▶ _Task requirements_:
Across all the records, filter for lines with the word "between" and copy them.

[Saved data entries]
***
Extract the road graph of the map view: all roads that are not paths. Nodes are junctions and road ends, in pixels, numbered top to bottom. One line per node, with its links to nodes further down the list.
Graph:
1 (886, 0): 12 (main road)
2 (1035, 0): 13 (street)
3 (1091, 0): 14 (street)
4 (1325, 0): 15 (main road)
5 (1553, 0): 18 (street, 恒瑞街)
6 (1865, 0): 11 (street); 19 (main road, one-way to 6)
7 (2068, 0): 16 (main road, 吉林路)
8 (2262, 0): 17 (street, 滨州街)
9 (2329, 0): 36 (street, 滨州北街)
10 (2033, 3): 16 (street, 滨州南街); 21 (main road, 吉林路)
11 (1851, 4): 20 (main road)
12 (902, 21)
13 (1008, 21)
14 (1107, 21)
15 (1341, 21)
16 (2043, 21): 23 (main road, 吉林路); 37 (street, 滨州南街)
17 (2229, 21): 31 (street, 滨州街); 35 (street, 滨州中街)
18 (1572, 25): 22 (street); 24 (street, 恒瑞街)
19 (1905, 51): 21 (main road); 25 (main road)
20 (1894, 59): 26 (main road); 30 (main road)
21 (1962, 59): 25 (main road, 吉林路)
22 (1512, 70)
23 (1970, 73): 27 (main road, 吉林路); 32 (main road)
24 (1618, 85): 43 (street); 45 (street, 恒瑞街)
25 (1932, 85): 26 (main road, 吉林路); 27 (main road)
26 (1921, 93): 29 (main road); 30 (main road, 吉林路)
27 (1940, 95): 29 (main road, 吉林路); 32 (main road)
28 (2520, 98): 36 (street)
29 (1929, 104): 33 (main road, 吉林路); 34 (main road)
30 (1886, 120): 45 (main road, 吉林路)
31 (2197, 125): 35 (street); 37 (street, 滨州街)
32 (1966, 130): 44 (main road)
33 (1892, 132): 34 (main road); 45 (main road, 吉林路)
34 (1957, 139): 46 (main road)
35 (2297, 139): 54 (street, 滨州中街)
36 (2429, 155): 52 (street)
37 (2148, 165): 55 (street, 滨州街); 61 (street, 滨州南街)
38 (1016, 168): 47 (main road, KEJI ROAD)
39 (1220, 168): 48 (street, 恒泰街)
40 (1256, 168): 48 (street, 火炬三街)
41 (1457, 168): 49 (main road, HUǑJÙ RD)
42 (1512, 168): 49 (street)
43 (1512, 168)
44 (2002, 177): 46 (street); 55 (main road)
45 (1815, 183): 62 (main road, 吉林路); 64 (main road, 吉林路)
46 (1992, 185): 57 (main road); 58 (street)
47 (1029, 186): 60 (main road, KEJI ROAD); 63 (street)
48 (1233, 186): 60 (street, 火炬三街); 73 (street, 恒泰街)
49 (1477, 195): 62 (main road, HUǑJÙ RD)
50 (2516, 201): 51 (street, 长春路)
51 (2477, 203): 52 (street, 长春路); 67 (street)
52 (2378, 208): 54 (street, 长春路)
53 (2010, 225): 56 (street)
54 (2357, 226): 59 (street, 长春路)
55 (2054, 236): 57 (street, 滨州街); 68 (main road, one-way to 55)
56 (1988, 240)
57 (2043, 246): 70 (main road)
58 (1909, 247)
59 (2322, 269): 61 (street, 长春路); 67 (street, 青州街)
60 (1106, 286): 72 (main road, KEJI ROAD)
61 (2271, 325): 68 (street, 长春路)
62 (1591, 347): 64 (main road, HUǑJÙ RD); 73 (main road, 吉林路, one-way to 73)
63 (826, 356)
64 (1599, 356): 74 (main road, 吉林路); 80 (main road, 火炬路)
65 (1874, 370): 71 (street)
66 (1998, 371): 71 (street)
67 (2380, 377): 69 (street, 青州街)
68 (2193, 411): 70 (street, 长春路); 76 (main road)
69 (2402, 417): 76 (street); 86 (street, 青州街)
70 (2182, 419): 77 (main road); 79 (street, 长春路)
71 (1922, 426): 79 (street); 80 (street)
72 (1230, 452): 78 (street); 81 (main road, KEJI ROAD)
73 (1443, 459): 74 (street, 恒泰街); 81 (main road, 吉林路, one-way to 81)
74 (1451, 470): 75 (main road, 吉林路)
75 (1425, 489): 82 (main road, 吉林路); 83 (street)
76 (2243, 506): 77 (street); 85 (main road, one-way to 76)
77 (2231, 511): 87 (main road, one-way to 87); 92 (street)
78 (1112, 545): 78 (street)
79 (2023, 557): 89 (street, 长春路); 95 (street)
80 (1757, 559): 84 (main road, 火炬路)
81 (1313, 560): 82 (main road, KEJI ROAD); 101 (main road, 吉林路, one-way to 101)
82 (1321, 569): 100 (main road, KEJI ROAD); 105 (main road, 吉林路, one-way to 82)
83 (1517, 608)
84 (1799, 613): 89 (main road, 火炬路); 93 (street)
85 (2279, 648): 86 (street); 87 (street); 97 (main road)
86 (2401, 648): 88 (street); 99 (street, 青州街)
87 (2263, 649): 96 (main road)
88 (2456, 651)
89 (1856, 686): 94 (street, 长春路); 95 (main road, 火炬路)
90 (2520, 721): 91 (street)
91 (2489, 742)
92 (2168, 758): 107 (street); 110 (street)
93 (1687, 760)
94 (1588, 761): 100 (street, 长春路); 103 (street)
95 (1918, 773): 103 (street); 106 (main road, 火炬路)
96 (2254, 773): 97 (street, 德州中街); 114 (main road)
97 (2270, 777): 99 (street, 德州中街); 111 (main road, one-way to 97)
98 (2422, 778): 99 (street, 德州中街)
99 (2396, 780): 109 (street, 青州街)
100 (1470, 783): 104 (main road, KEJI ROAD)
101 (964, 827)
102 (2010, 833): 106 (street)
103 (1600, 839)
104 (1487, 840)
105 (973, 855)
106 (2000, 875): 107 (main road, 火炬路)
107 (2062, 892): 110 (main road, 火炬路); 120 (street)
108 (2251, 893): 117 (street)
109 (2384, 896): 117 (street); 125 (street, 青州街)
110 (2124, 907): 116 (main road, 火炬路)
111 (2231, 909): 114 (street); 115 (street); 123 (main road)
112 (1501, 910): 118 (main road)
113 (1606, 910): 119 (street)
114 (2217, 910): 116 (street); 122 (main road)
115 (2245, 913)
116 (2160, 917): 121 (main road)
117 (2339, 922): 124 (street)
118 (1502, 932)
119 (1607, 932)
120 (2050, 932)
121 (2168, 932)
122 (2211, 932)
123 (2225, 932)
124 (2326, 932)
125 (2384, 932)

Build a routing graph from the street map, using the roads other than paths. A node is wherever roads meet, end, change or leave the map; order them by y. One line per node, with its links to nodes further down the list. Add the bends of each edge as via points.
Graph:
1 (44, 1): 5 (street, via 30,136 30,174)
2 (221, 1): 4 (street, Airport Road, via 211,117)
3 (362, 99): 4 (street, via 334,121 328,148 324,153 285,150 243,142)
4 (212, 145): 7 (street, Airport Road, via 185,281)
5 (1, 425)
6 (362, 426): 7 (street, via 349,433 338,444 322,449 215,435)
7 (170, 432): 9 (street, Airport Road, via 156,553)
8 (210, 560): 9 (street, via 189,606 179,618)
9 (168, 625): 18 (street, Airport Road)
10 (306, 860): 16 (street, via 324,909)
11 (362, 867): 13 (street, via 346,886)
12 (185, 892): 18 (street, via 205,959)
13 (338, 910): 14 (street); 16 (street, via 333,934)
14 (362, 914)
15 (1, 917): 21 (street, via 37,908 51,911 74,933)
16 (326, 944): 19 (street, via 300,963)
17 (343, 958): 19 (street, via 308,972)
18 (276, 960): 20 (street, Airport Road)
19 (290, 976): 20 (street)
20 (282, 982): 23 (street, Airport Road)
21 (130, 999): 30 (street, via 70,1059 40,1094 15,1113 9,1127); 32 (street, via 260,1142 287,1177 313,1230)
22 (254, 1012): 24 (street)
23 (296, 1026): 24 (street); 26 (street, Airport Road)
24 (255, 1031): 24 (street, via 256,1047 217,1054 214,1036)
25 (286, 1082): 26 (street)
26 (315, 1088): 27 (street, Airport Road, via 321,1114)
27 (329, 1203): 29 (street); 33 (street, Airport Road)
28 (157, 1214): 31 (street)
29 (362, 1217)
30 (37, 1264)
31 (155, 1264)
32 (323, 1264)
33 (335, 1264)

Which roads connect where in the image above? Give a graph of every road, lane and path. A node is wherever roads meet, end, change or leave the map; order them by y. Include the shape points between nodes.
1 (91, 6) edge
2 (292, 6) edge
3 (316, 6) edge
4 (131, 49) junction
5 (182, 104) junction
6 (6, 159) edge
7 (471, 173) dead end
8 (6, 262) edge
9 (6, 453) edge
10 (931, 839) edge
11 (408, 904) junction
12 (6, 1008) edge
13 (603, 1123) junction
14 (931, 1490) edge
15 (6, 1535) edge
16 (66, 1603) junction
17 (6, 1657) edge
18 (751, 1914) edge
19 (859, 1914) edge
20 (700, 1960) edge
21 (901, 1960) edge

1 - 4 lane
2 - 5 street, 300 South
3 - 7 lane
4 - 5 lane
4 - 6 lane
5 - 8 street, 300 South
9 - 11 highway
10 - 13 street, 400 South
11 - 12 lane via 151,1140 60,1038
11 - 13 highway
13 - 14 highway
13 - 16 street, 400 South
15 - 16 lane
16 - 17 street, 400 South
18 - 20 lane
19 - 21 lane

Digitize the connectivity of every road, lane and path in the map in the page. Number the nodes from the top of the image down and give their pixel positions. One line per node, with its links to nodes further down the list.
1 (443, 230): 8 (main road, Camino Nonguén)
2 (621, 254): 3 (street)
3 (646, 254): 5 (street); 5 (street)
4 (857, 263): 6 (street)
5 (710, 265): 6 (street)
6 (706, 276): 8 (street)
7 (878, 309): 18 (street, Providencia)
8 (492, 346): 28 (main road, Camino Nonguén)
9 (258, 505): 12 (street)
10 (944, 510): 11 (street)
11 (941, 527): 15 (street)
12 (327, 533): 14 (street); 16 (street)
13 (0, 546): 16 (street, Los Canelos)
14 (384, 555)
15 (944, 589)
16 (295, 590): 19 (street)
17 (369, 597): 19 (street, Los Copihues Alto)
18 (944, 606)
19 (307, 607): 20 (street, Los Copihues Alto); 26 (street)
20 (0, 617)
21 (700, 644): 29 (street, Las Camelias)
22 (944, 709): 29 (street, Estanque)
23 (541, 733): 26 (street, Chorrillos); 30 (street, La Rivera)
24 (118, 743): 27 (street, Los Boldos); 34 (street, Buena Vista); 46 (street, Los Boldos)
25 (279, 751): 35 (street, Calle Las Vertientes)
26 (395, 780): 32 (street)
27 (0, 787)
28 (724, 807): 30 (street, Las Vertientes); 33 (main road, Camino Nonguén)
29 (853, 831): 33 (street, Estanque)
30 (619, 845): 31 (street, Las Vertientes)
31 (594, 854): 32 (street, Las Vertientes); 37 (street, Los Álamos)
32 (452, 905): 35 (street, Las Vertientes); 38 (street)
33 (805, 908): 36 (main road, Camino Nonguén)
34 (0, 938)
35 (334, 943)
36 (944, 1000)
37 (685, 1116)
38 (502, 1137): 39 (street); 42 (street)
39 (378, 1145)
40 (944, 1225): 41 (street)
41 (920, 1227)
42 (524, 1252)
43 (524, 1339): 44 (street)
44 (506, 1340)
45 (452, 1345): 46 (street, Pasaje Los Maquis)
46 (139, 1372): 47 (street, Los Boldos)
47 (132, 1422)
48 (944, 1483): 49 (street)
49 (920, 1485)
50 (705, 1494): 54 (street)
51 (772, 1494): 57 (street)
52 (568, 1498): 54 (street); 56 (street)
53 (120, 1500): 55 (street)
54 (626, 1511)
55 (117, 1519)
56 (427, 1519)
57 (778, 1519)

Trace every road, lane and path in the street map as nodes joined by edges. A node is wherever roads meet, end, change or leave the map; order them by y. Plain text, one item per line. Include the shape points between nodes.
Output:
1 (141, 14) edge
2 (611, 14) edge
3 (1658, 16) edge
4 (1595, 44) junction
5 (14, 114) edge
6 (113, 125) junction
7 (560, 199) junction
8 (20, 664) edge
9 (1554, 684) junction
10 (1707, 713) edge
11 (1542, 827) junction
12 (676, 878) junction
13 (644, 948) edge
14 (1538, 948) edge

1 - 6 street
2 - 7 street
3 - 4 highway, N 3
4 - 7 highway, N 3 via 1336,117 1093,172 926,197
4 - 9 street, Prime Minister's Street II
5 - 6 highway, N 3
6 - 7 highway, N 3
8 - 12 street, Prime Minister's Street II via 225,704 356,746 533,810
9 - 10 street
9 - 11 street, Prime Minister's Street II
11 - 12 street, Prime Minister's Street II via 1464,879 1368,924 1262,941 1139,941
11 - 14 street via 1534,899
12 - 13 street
***
▶ _Result of this task_:
Which roads connect where in the image above? Give a graph of every road, lane and path. A node is wherever roads meet, end, change or leave the map; order them by y. Include the shape points between nodes.
Trace every road, lane and path in the street map as nodes joined by edges. A node is wherever roads meet, end, change or leave the map; order them by y. Plain text, one item per line. Include the shape points between nodes.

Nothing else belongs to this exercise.